Should Normies Keep Dry January Going All Year?
The idea of giving up alcohol for the month of January, known as “Dry January,” has gained popularity recently as a way to reset after the indulgences of the holiday season. But some are now taking the concept further and advocating for a year-round sober lifestyle.
Proponents of the “99 Sober Movement” argue that cutting out alcohol can lead to improved physical and mental health, increased productivity, and greater control over one’s life. They point to studies showing that even moderate drinking can increase the risk of cancer and other diseases and that quitting drinking can lead to weight loss, better sleep, and reduced stress levels.

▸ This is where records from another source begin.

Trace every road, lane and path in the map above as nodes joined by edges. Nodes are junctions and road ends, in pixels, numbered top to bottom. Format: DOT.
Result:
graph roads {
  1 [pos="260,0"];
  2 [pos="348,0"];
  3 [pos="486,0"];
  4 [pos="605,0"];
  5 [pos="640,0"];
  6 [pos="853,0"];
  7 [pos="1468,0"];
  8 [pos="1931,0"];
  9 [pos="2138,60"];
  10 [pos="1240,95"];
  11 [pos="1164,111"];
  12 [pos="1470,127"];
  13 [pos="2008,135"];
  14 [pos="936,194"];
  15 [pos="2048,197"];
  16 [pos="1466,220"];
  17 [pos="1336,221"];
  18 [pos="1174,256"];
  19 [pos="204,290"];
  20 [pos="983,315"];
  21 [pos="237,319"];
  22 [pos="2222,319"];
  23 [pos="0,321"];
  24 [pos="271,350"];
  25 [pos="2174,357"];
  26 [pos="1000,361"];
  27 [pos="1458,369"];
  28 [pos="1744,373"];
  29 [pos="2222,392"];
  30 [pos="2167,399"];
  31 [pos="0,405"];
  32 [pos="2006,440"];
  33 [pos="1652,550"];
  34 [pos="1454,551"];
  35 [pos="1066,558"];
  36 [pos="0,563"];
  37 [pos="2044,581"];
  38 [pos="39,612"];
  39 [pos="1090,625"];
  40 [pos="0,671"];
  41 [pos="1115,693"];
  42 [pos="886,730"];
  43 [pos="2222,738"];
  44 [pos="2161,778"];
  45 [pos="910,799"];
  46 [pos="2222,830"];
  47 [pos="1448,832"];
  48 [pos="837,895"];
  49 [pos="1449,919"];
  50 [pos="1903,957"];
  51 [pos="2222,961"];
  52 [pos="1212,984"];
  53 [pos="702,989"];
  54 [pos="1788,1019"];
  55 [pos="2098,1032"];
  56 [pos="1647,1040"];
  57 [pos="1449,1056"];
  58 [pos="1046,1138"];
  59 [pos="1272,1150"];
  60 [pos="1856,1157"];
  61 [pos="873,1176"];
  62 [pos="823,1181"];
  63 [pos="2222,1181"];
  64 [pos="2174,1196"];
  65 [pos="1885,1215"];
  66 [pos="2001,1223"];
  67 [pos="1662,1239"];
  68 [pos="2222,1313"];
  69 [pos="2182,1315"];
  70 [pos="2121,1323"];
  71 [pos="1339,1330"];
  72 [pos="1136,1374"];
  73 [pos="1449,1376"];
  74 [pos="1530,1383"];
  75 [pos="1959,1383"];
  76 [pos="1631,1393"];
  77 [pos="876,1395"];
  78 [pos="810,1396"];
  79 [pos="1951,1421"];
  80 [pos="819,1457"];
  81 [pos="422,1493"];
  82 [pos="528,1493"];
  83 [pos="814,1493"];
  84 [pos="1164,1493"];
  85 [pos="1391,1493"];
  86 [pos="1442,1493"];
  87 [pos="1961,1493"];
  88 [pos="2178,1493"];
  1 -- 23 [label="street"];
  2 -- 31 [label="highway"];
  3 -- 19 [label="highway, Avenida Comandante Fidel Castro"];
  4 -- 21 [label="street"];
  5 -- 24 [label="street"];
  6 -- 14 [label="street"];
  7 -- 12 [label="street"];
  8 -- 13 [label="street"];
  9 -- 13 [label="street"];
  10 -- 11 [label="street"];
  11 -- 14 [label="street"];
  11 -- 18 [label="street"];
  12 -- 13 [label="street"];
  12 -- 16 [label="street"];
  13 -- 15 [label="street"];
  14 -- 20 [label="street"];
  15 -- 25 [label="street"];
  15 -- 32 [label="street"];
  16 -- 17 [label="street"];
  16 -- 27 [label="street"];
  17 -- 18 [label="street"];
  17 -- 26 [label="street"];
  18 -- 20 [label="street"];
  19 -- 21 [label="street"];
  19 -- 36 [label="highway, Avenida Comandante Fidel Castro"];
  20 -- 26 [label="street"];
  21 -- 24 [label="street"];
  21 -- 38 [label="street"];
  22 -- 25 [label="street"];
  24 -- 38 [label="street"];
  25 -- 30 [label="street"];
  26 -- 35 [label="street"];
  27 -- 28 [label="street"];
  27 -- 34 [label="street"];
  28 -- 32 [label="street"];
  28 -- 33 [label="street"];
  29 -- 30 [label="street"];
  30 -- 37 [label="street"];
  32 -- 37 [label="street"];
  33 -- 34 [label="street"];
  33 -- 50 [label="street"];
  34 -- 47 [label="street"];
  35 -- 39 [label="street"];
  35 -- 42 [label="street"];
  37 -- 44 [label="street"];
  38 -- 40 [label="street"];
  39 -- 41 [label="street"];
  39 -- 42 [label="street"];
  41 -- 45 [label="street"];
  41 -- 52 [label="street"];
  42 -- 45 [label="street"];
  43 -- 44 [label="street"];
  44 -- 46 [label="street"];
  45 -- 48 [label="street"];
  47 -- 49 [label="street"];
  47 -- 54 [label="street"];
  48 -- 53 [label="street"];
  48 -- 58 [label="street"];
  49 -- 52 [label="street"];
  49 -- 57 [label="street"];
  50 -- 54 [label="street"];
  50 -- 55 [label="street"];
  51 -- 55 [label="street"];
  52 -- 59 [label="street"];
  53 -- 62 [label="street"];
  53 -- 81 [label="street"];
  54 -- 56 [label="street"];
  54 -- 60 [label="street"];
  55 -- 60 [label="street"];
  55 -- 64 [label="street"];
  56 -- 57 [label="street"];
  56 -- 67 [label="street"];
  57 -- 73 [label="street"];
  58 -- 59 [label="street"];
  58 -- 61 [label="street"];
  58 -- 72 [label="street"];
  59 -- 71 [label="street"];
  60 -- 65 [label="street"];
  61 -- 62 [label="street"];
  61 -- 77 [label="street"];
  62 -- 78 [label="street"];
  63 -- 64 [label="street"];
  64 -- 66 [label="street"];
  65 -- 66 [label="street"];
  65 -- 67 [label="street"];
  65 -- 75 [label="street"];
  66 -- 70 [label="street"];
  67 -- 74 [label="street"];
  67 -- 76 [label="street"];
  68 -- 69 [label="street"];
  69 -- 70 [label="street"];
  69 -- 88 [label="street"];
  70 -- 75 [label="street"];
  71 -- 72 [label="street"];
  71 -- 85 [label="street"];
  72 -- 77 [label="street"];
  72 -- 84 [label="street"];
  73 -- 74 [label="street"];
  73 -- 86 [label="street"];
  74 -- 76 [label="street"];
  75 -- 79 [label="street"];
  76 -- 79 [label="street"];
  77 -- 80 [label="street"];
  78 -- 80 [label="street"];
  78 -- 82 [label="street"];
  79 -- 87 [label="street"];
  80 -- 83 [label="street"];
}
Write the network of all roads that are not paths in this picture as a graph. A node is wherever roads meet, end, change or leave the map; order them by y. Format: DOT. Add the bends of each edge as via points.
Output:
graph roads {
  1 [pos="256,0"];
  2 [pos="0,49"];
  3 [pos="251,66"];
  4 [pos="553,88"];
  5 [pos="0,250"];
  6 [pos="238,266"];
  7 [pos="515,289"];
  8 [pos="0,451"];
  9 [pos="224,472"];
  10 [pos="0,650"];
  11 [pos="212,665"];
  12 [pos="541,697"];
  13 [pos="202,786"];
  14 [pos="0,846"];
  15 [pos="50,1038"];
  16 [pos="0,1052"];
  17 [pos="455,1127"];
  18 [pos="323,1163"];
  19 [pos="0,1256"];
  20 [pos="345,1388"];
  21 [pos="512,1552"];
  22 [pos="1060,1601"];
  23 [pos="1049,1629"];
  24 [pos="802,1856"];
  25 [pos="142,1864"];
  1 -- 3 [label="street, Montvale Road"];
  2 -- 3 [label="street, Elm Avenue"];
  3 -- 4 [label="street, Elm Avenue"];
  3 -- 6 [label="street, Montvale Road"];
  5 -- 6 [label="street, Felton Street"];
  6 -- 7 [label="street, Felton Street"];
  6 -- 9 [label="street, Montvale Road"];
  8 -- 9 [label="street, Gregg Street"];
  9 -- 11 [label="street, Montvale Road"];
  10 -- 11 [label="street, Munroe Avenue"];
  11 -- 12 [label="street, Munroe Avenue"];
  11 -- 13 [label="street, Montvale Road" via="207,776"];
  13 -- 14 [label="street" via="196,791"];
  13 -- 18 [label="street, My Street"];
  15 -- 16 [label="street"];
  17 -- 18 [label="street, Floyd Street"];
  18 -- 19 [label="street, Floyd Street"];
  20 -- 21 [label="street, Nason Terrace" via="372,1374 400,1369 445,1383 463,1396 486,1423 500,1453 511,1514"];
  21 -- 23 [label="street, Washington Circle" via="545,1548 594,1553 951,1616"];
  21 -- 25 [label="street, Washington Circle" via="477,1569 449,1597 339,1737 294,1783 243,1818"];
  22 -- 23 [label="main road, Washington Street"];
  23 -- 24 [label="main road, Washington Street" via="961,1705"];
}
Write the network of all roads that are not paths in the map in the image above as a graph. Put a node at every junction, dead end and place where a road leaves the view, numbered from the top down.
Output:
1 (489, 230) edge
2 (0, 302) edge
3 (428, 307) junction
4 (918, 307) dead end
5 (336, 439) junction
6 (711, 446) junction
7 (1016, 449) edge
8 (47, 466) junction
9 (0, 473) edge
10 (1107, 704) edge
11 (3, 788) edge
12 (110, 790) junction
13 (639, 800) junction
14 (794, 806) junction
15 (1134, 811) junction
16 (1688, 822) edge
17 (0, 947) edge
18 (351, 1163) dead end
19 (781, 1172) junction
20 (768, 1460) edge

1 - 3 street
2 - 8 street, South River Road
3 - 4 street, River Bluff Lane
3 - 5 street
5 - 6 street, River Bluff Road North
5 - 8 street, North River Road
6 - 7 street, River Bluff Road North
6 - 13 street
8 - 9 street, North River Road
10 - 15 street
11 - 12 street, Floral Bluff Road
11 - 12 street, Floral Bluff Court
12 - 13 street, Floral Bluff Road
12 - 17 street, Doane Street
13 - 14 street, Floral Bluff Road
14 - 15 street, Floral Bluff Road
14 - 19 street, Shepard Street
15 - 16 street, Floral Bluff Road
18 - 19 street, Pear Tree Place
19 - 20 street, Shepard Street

But is giving up alcohol for good the right choice for everyone? Obviously, alcoholics are not given that choice, but “normies” can drink in moderation. Experts say that deciding to quit drinking should be personal, based on individual circumstances and goals.
For some, never having a glass of wine or a beer again may be overwhelming and unrealistic. Remember that moderation is key; drinking in moderation can be part of a healthy lifestyle if you are not an alcoholic.
One way to approach the decision is to consider your relationship with alcohol. Are you using it as a crutch to cope with stress or emotions? Are you drinking more than you’re comfortable with or more than is recommended? If the answer is yes, then it may be worth considering cutting back or quitting altogether.
Another important factor to consider is the impact of drinking on your daily life. Are you missing work or important responsibilities because of drinking? Are you neglecting other areas of your life, such as your relationships or hobbies? If alcohol is causing problems in your life, it may be time to reassess your relationship with it.
Ultimately, it’s up to each person to decide if they want to join the 99 Sober Movement or keep drinking in moderation. It’s important to weigh the potential benefits and drawbacks and decide what is best for you and your overall well-being.
If you decide that cutting out alcohol is the right choice, many resources are available to help you. Support groups, therapy, and online communities can provide the encouragement and accountability needed to stay on track. So, if you’re thinking of joining the 99 Sober Movement and keeping Dry January going all year, know that you’re not alone and that support is available to help you achieve your goal.